▶ _YOUR ASSIGNMENT_
Among the lines of the records, please find those that contain the word "where" and copy them.

▶ _SUPPLIED DATA_

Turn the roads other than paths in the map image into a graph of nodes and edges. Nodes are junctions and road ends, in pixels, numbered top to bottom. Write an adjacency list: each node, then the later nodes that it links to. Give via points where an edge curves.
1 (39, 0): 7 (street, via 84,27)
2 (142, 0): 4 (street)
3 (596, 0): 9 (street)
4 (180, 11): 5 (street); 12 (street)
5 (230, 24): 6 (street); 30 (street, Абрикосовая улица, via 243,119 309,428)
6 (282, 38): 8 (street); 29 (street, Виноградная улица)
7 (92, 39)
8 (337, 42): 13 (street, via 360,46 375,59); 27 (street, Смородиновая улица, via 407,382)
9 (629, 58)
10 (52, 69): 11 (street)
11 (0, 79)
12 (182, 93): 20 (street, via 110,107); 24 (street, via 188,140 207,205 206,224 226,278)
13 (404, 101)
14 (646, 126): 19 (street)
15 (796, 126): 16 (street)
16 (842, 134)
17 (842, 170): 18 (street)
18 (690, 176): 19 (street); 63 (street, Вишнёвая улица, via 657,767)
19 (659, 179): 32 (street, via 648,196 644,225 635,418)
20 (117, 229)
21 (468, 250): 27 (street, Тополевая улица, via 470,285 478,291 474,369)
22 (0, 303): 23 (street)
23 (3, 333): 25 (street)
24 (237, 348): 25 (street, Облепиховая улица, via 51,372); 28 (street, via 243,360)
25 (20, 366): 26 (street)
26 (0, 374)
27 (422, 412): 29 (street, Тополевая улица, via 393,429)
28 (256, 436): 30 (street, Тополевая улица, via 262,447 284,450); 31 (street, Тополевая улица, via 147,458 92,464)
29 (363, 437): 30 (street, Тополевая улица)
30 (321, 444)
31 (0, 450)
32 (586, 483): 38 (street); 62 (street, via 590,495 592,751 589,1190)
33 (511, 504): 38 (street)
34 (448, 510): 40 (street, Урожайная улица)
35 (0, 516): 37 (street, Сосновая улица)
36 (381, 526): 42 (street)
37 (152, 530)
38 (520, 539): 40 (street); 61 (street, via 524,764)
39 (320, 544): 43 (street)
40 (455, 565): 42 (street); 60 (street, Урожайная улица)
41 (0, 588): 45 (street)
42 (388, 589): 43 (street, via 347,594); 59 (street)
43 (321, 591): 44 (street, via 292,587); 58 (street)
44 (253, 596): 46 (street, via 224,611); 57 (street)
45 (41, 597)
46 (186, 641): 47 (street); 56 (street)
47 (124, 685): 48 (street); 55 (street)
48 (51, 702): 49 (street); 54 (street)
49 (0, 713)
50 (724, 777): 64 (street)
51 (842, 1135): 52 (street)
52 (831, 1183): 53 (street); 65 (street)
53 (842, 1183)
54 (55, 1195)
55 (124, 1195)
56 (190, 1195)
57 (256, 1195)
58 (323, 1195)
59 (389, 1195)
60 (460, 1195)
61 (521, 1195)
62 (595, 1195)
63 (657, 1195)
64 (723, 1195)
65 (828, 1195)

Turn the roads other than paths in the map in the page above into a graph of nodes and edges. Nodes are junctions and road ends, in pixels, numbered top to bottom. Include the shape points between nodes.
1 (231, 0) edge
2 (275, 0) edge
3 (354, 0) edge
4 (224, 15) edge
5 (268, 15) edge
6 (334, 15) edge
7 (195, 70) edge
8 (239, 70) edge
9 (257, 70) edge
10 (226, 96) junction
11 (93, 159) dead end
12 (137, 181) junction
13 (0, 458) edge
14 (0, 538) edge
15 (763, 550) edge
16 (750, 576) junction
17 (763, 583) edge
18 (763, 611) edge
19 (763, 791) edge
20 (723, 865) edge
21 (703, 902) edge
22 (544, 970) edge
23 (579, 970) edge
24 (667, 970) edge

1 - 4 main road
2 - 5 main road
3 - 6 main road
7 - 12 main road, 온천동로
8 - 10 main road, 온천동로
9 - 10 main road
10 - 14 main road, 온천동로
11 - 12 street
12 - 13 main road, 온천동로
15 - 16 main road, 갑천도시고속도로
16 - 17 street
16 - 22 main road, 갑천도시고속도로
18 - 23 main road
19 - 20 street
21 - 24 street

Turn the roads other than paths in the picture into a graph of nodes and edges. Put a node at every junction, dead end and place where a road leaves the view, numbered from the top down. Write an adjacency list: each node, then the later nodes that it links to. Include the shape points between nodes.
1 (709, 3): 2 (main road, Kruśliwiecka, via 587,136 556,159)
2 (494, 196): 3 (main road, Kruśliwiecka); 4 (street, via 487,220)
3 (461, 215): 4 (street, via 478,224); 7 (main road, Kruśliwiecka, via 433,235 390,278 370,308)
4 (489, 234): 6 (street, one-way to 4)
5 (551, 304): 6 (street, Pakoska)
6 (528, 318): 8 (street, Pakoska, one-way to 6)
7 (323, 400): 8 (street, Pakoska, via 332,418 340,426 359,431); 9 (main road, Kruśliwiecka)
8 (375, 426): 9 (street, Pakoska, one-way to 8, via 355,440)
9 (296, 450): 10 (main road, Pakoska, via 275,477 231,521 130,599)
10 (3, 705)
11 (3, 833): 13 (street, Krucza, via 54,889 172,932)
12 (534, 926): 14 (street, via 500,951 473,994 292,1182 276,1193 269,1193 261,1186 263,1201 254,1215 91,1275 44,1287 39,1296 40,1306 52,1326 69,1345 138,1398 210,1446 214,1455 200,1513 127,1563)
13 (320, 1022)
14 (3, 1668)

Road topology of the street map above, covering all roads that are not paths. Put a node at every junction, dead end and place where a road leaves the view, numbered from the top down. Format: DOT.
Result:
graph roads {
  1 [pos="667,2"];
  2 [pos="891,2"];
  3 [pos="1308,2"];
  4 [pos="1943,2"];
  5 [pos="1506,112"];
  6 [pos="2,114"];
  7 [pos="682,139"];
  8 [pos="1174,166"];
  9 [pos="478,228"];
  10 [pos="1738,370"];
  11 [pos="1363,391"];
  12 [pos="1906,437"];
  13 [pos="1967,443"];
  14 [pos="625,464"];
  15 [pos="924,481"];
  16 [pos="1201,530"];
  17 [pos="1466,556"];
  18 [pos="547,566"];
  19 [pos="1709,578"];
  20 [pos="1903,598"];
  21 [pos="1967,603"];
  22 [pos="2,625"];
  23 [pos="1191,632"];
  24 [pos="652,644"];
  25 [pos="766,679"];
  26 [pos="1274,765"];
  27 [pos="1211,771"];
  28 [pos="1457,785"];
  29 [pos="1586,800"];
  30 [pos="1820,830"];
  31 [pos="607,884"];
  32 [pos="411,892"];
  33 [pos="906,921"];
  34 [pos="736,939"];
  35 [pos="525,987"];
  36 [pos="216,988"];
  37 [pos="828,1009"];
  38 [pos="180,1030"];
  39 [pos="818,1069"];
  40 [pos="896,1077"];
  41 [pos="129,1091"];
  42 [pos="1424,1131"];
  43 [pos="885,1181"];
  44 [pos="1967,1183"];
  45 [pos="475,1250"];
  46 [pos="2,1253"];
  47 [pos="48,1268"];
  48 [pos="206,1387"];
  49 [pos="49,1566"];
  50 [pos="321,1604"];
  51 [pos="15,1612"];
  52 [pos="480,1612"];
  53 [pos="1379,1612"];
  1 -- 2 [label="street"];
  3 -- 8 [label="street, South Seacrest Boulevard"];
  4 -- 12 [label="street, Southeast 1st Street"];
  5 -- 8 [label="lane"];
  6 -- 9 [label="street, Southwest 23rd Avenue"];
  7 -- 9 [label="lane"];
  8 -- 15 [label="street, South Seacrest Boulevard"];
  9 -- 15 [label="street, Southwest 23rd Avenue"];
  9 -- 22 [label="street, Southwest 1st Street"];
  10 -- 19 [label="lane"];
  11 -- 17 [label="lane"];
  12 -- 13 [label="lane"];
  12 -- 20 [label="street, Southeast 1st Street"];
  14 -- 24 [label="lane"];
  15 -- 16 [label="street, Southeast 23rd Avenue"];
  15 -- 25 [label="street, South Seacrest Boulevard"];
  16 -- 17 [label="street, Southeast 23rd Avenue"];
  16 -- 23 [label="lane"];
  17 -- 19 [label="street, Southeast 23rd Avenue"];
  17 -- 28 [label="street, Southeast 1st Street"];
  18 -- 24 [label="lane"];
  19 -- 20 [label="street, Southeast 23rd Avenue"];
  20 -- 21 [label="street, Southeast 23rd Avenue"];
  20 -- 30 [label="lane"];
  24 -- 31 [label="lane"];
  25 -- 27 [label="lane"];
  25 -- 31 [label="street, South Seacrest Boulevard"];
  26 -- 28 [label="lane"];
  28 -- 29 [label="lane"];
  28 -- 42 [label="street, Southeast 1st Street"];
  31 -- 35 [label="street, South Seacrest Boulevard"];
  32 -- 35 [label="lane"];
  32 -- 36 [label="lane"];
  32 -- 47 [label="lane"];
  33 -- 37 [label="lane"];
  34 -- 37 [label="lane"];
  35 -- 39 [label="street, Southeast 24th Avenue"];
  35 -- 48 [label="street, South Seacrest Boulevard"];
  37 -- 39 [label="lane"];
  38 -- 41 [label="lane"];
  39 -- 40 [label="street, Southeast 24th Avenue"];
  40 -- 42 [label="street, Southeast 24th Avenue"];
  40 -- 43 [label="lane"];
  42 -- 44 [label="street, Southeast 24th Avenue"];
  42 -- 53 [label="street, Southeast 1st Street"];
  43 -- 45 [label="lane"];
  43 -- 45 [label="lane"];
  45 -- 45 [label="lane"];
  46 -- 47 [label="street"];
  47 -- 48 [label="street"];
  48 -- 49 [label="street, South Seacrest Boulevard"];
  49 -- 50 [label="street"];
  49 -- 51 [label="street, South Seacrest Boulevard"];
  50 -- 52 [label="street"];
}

▶ _YOUR SOLUTION_
Turn the roads other than paths in the map image into a graph of nodes and edges. Nodes are junctions and road ends, in pixels, numbered top to bottom. Write an adjacency list: each node, then the later nodes that it links to. Give via points where an edge curves.
Turn the roads other than paths in the picture into a graph of nodes and edges. Put a node at every junction, dead end and place where a road leaves the view, numbered from the top down. Write an adjacency list: each node, then the later nodes that it links to. Include the shape points between nodes.
Road topology of the street map above, covering all roads that are not paths. Put a node at every junction, dead end and place where a road leaves the view, numbered from the top down. Format: DOT.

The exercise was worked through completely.